Tuesday, September 14, 2010

Rocky Mountain High

When we turned into the trailhead parking lot I felt my heart sink and I lost any hope of a peaceful walk in Rocky Mountain National Park when I saw the dozens of parked cars. However, we weren't going to let a crowd deter us and we laced up our boots and hit the trail. 
The well-traveled path gradually left the valley and meanered through the fields of giant granite boulders. The surrounding brown grasses and plants served as a reminder that nearly a month had passed since the last rain. As I looked to the horizon I couldn't help but wonder if the thunderheads in the distance would bring the much needed precipitation.
I was thankful to the repeated switch-backs since the thin air was a bit of a shock. With each step I felt myself breathe a bit harder than I had during my bushwalks of the past year, but my body quickly acclimated and my breathing became more regular.
As the autumn sun gently warmed the air, the giant ponderosas that surrounded us filled the air with their fragrance. It wasn't long before the pine needle covered trail reached the ridge above the Roaring River Canyon. A small river gently flowed below us. Its gentle bubbling sound made it appear harmless; but the errosion devastated banks stood as testimony to the great floods that occurred in 1982. In the distance I saw a small animal jumping amongst the boulders. I wasn't sure but I think it was a beaver. Even though it didn't seem as exotic as the kangaroos I have grown accustomed to meeting on the trail I still took out my camera and tried to snap a picture.
We soon hit a fork in the road. We decided to stay to the left and head to Ypsilon Lake. We figured there would be more people on the shorter trail, but we had not allowed ourselves enough time to complete the trek on the longer trail. To our surprise we encountered only 4 other hikers during our trek.
The forest service had been busy that summer and new log steps quickly led us from the river valley. The giant ponderosas gave way to lodgepole pines that whispered quietly in the gentle breeze. It wasn't long before we reached the famed aspen groves. Amongst their glistening, fluttering green leaves clumps of yellow stood out. It was as though a few trees had taken a tip of one of their branches and dipped it in a can of yellow paint. A gentle reminder that soon thousands of people would flock to the area for a final burst of color, before the forest is blanketed with the snow cover of winter.
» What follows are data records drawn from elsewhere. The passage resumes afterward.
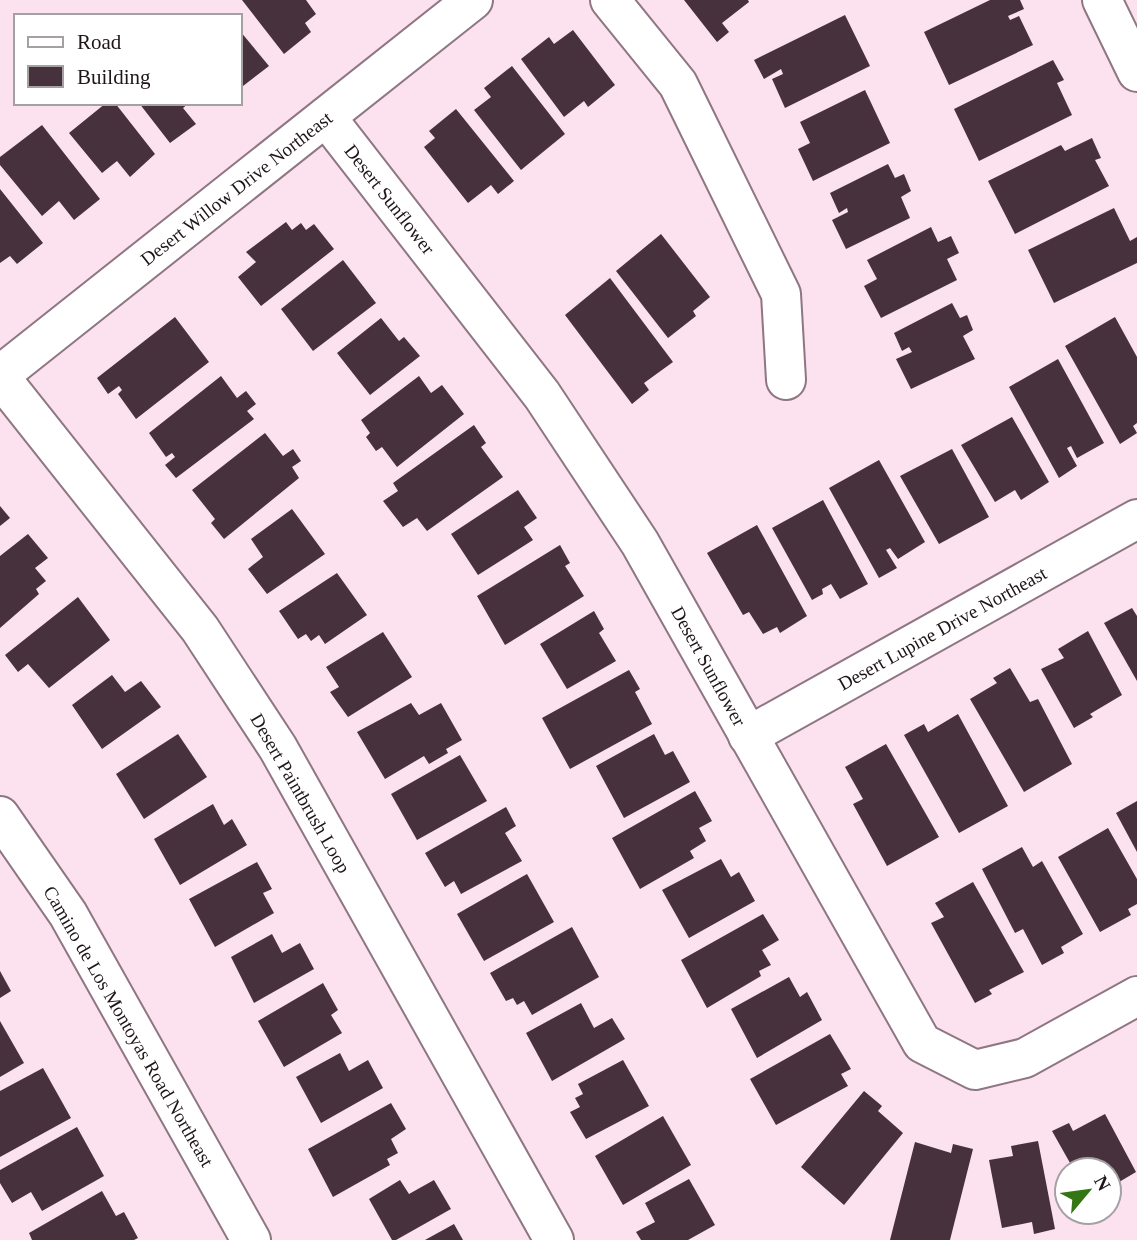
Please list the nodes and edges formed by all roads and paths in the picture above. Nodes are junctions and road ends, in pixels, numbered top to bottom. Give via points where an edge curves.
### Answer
1 (473, 0) edge
2 (610, 0) edge
3 (1101, 0) edge
4 (1137, 72) edge
5 (326, 117) junction
6 (0, 376) edge
7 (786, 380) dead end
8 (1137, 519) edge
9 (748, 736) junction
10 (0, 817) edge
11 (1137, 996) edge
12 (251, 1240) edge
13 (554, 1240) edge

1 - 5 street, Desert Willow Drive Northeast
2 - 7 street via 678,84 780,294
3 - 4 street
5 - 6 street, Desert Willow Drive Northeast
5 - 9 street, Desert Sunflower via 542,396 640,543
6 - 13 street, Desert Paintbrush Loop via 200,629 278,748
8 - 9 street, Desert Lupine Drive Northeast
9 - 11 street, Desert Sunflower via 922,1043 975,1070 1025,1058
10 - 12 street, Camino de Los Montoyas Road Northeast via 68,914

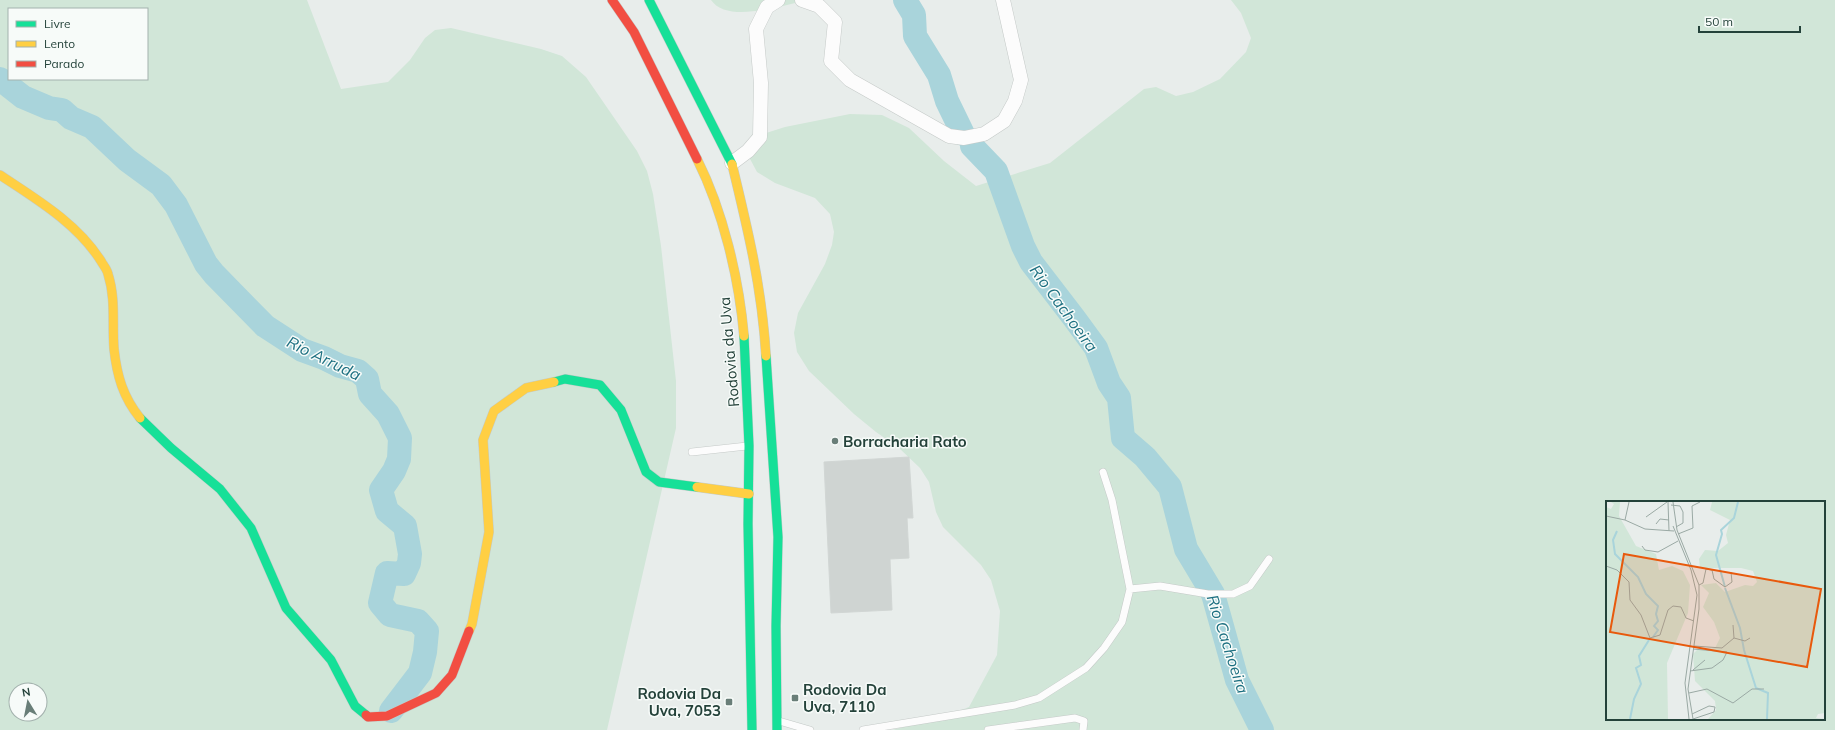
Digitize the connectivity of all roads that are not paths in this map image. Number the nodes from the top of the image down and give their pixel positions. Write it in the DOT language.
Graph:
graph roads {
  1 [pos="612,0"];
  2 [pos="649,0"];
  3 [pos="778,0"];
  4 [pos="802,0"];
  5 [pos="1003,0"];
  6 [pos="732,163"];
  7 [pos="0,175"];
  8 [pos="749,446"];
  9 [pos="692,452"];
  10 [pos="1103,472"];
  11 [pos="749,494"];
  12 [pos="1269,559"];
  13 [pos="1130,589"];
  14 [pos="777,725"];
  15 [pos="752,730"];
  16 [pos="810,730"];
  17 [pos="863,730"];
  18 [pos="988,730"];
  19 [pos="1084,730"];
  1 -- 8 [label="main road, Rodovia da Uva"];
  2 -- 6 [label="main road"];
  3 -- 6 [label="street"];
  4 -- 5 [label="street"];
  6 -- 14 [label="main road"];
  7 -- 11 [label="main road"];
  8 -- 9 [label="lane"];
  8 -- 11 [label="main road, Rodovia da Uva"];
  10 -- 13 [label="lane"];
  11 -- 15 [label="main road, Rodovia da Uva"];
  12 -- 13 [label="lane"];
  13 -- 17 [label="lane"];
  14 -- 16 [label="lane"];
  18 -- 19 [label="lane"];
}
After several hours of hiking, the dense forest opened up and before us stood the weather-ravaged craggy Ypsilon Peak. A final  descent brought us to our goal: a subalpine lake nestled between granite rocks and a  forest. As we sat on the shores of the lake admiring the azure blue skies--found only in this part of the world--a cold wind began to blow and I noted the chill on my bare skin. I moved to the sun in hopes of warming up, but my attempts at basking were futile; and we were forced to retreat to the car park reminded that winter will soon arrive in the Rockies.


  1. Hi Maya, this is such a wonderful post. Another great hiking adventure brought to life by your unique observations and beautiful photos. Stunning scenery.

    Thanks so much for sharing.

  2. Hi Maya --

    I'm looking at these great photos and your general account and thinking -- you're most definitely a serious hiker. So when you come to Hong Kong in December, here's recommending you head out to Sai Kung or Lantau for your Hong Kong hiking! :)

  3. Hi Kathy, it was so wonderful to have the opportunity to hike in Rocky Mountain National Park. Australia doesn't have any mountains like them and it is really something we miss.

    Hi YTSL, I think of myself as a serious day hiker. We keep saying we should try an overnight trip, but can't seem to get around to it. Once we get tickets to Hong Kong I will be in contact with you for plenty of hiking tips. We are thinking of maybe April instead of Dec, but nothing is set in stone yet.